あなたが、その商標を先に使っていたとしても、あなたがそれを使うことが、他人の商標権を侵害することになる場合には、使えなくなるのです。

先に使っていたということが、優先的に扱われないということは、何か腑に落ちない感じももたれるかもしれません。 そこで、先に使っていたという状況が、一定の要件を満たす場合には、他人の商標権に係る商標について、使用することができます。 これを先使用権といいます。 これは、法定の使用権ですから、他人である商標権者が、もし、あなたに商標権を侵害している旨の警告をしてきた場合でも、あなたは、侵害していない旨、反論することができます。

一定の要件とは、概略以下のものです。
(1) 他人が、商標権を取得しようとして出願したときに、あなたが提供する商品等に、あなたの使っている商標が、既に需要者に広く知られているものでなければなりません。
(2) 他人が出願した後も、あなたが継続して、その商品等に、その商標を使うものでなければなりません。
こうした要件が満たされるときに、あなたは、その商品等に、その商標を使う先使用権が認められます。 先に使っていたことで、広く知られるようになっていれば、その商標に化体した、あなたの業務上の信用は、商標法が保護すべきものとして公平に扱おうとするものです。

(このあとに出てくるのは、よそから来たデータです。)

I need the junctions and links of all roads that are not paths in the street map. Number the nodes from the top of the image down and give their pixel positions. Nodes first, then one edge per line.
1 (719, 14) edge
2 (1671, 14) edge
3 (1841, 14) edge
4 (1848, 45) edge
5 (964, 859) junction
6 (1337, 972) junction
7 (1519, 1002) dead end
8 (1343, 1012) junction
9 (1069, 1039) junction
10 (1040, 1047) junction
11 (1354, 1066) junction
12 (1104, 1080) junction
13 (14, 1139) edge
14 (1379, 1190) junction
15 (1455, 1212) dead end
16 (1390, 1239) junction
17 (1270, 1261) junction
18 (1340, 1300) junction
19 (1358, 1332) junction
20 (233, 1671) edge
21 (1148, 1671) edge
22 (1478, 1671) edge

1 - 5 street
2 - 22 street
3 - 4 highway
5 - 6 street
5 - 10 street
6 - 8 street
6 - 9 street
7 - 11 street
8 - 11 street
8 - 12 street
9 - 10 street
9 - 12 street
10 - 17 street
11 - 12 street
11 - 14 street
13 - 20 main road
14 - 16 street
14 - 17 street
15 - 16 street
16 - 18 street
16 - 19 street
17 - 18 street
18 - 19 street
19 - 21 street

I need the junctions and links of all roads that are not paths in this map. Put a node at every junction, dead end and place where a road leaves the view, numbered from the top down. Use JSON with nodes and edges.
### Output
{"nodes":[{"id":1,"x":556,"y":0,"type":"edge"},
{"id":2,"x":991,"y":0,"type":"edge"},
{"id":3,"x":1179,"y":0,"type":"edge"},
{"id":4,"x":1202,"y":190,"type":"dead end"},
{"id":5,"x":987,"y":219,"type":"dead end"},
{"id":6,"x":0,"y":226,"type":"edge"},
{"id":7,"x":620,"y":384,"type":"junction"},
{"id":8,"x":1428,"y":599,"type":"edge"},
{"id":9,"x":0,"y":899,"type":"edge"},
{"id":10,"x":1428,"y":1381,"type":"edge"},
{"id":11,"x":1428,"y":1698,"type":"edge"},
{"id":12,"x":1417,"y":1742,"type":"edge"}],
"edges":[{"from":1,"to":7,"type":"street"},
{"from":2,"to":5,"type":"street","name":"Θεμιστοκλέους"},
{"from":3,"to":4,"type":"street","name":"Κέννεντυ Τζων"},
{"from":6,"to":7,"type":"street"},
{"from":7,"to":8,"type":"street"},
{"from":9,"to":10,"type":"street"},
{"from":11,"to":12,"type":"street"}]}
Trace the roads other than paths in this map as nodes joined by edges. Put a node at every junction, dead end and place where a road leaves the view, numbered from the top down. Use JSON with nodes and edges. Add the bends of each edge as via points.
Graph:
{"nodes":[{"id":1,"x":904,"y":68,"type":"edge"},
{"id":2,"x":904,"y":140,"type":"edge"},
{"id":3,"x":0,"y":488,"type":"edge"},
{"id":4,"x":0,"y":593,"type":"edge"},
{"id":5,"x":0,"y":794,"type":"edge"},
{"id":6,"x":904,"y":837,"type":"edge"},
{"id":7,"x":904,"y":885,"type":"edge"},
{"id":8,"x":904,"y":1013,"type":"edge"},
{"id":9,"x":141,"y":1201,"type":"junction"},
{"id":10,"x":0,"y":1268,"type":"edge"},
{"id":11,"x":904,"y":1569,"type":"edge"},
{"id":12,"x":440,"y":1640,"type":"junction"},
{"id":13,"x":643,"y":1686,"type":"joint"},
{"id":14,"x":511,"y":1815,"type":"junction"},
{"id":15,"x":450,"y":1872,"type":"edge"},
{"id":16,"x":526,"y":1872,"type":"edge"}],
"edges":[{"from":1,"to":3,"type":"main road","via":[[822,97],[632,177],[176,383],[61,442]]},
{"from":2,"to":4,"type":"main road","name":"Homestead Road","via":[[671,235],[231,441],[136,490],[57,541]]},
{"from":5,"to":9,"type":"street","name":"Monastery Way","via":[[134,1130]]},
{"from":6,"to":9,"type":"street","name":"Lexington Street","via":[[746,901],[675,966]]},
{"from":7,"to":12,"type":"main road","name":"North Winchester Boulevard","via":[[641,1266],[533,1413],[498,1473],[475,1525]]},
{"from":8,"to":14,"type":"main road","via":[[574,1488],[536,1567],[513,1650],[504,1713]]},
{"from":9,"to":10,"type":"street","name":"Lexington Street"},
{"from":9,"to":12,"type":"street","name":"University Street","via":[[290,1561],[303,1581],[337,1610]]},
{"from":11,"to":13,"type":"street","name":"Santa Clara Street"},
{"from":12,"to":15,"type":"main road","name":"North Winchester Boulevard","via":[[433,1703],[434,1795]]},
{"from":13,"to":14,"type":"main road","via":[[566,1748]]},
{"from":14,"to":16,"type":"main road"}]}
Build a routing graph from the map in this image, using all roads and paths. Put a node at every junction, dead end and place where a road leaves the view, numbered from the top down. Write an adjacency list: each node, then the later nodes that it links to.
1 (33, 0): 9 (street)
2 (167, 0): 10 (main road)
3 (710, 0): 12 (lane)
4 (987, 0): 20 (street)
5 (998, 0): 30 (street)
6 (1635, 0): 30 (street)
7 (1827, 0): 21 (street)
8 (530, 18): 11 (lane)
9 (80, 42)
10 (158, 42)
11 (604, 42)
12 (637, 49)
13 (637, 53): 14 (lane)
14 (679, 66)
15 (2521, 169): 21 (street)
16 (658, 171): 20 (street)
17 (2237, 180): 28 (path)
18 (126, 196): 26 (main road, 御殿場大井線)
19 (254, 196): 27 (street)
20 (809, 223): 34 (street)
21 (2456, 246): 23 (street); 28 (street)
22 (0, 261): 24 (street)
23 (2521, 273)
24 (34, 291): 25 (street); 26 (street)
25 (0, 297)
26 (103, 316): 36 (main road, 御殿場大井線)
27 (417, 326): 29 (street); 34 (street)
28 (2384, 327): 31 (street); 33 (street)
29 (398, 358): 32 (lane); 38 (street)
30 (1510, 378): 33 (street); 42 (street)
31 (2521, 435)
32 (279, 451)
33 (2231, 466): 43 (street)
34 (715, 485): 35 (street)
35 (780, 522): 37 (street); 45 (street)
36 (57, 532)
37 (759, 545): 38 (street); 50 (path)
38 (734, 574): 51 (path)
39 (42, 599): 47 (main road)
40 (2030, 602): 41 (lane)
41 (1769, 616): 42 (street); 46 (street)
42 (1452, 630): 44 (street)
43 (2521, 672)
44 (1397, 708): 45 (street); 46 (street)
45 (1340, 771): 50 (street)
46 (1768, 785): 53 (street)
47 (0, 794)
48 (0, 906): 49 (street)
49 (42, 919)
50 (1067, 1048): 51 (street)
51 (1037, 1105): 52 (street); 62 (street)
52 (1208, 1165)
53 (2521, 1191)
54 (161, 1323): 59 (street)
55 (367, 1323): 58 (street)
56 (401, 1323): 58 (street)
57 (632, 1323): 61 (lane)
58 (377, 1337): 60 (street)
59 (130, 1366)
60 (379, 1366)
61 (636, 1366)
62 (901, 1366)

しかし、この先使用権が認められるためには、広く知られるようになっていることを、裁判などで認められなければなりません。 裁判で認められるためには、専門家に依頼したり、証拠をそろえたり、大変な時間と費用をかけることになります。 そのような事態を招かないように、あらかじめ、あなたが使っている商標は、登録を受けることをおすすめ致します。